Abstract

Plate-fin heat sinks have been a successful technology in electronics cooling. Thermal performance of such heat sinks, however, has been driven to improve due to increasing heat generation in modern electronics devices. This paper proposes to introduce short pin fins on surfaces of plate-fin heat sinks to address such challenges. A microfabrication approach based on photolithography and electroplating technologies is devised to fabricate short copper pin fins on copper plates. The photolithography implements desired patterns of pin fins, and the electroplating enables pin fins to directly grow out of the base plate. A series of pin-fin coupons were fabricated using the devised method. A heat transfer test was designed to evaluate heat transfer augmentation by the pin fins. Fabricated coupons were tested in a rectangular channel and their thermal conductance and channel pressure drop were measured.
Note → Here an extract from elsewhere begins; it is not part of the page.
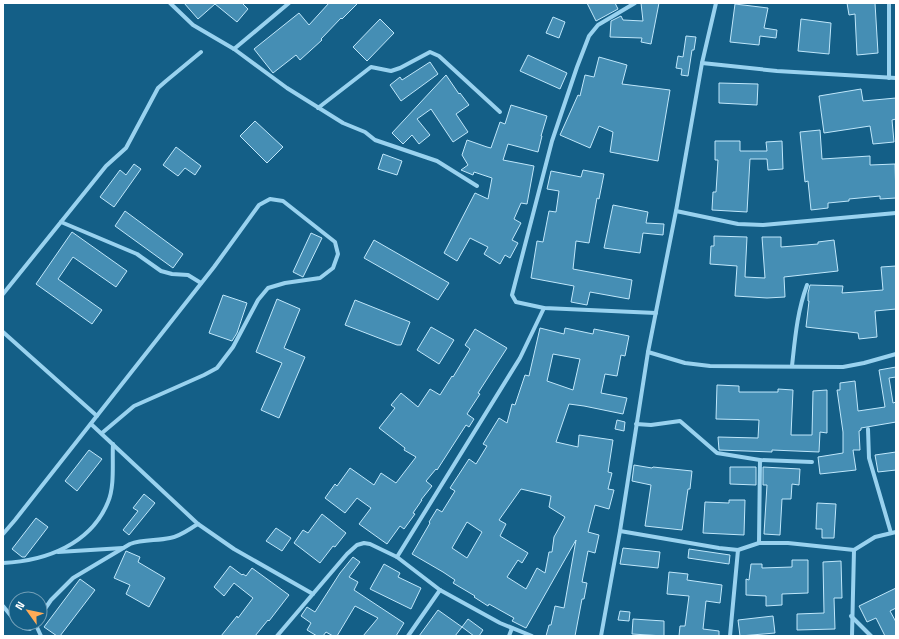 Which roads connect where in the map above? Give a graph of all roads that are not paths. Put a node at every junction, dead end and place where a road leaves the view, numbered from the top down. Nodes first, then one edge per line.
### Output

A Design of Experiments (DoE) procedure via the Taguchi method was employed to find the influence of four factors: pin-fin height, diameter, spacing, and cross sectional shape, on the combination of thermal conductance and channel pressure drop for the coupons of different pin-fin parameters. Compared with similar plain coupons, pin-fin coupons of the best design parameters increase the thermal conductance by 78.3 % with only 7.8% increase of channel pressure drop. The devised micro-pin-fin fabrication has been proved as an effective approach to augmenting heat transfer of air-cooled plate-fin heat sinks.